■ **What to do**:
Your copy must hold every line of the records word for word. It must hold no pictures.

Saved data entries
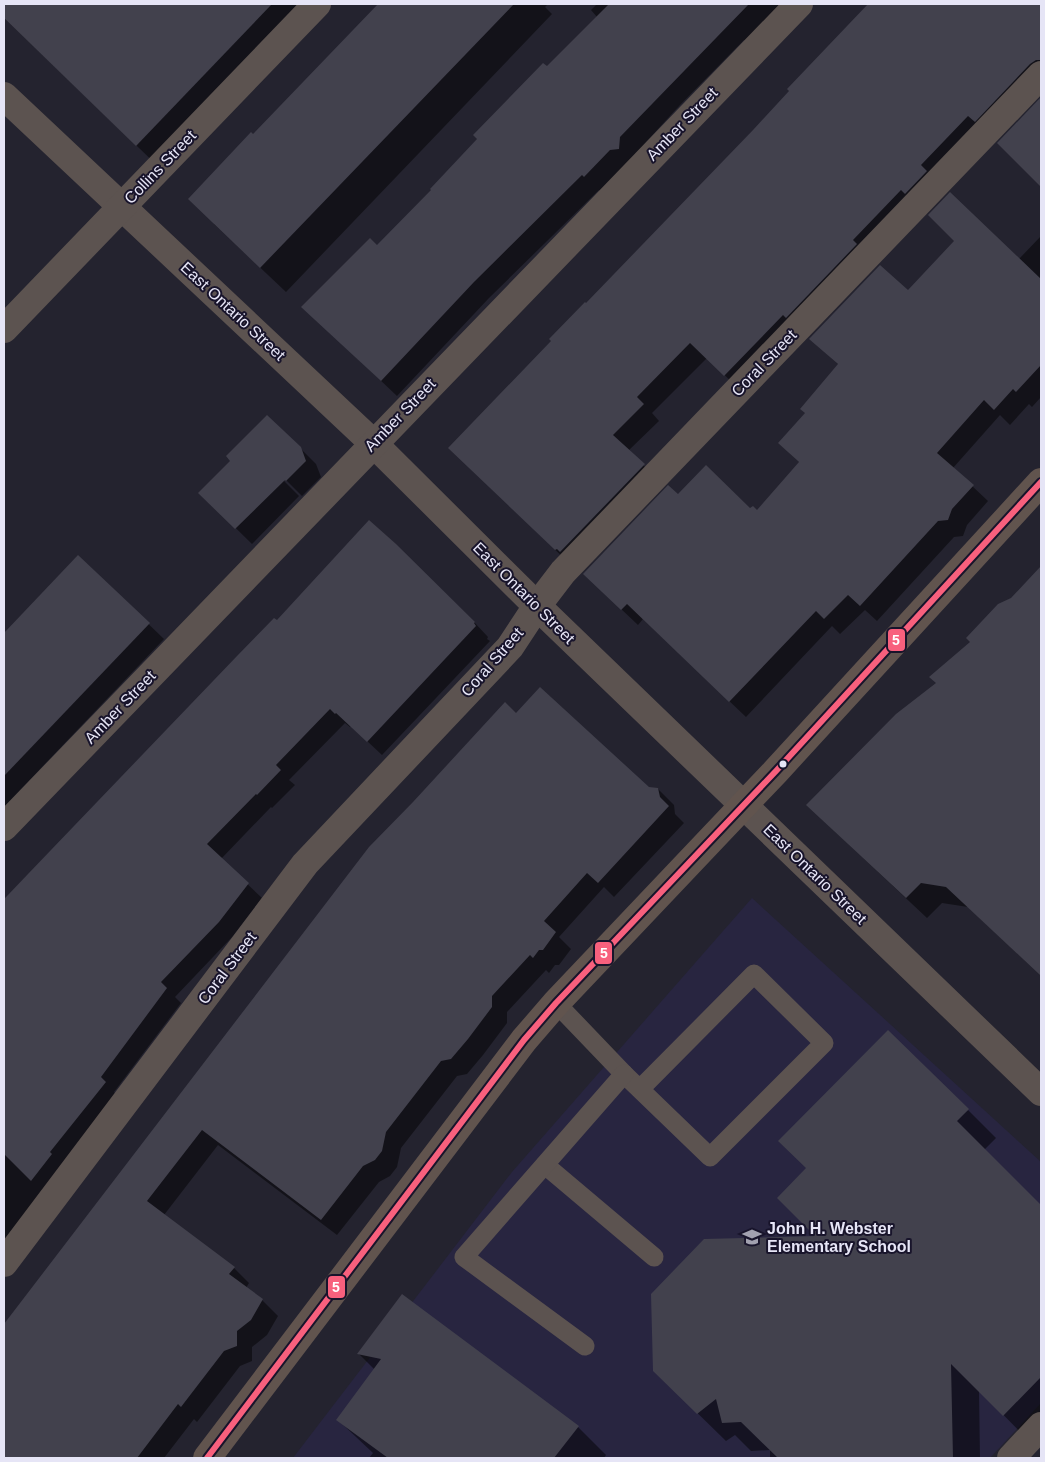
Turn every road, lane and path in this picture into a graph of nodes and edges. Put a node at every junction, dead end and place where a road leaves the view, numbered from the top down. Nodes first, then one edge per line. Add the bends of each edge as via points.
1 (317, 4) edge
2 (798, 4) edge
3 (1041, 74) edge
4 (4, 96) edge
5 (122, 206) junction
6 (4, 329) edge
7 (373, 443) junction
8 (1041, 482) edge
9 (537, 606) junction
10 (743, 805) junction
11 (4, 827) edge
12 (556, 1003) junction
13 (624, 1074) junction
14 (640, 1089) junction
15 (1041, 1092) edge
16 (545, 1165) junction
17 (654, 1256) dead end
18 (4, 1263) edge
19 (585, 1346) dead end
20 (1041, 1426) edge
21 (207, 1458) edge
22 (1011, 1458) edge

1 - 5 street, Collins Street
2 - 7 street, Amber Street
3 - 9 street, Coral Street via 563,572
4 - 5 street, East Ontario Street
5 - 6 street, Collins Street
5 - 7 street, East Ontario Street
7 - 9 street, East Ontario Street
7 - 11 street, Amber Street
8 - 10 main road
9 - 10 street, East Ontario Street
9 - 18 street, Coral Street via 510,647 305,864
10 - 12 main road
10 - 15 street, East Ontario Street
12 - 13 lane
12 - 21 main road via 524,1040
13 - 14 lane
13 - 16 lane
14 - 14 lane via 710,1156 824,1043 754,974
16 - 17 lane
16 - 19 lane via 464,1257
20 - 22 street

■ **Result of the task**:
Turn every road, lane and path in this picture into a graph of nodes and edges. Put a node at every junction, dead end and place where a road leaves the view, numbered from the top down. Nodes first, then one edge per line. Add the bends of each edge as via points.
1 (317, 4) edge
2 (798, 4) edge
3 (1041, 74) edge
4 (4, 96) edge
5 (122, 206) junction
6 (4, 329) edge
7 (373, 443) junction
8 (1041, 482) edge
9 (537, 606) junction
10 (743, 805) junction
11 (4, 827) edge
12 (556, 1003) junction
13 (624, 1074) junction
14 (640, 1089) junction
15 (1041, 1092) edge
16 (545, 1165) junction
17 (654, 1256) dead end
18 (4, 1263) edge
19 (585, 1346) dead end
20 (1041, 1426) edge
21 (207, 1458) edge
22 (1011, 1458) edge

1 - 5 street, Collins Street
2 - 7 street, Amber Street
3 - 9 street, Coral Street via 563,572
4 - 5 street, East Ontario Street
5 - 6 street, Collins Street
5 - 7 street, East Ontario Street
7 - 9 street, East Ontario Street
7 - 11 street, Amber Street
8 - 10 main road
9 - 10 street, East Ontario Street
9 - 18 street, Coral Street via 510,647 305,864
10 - 12 main road
10 - 15 street, East Ontario Street
12 - 13 lane
12 - 21 main road via 524,1040
13 - 14 lane
13 - 16 lane
14 - 14 lane via 710,1156 824,1043 754,974
16 - 17 lane
16 - 19 lane via 464,1257
20 - 22 street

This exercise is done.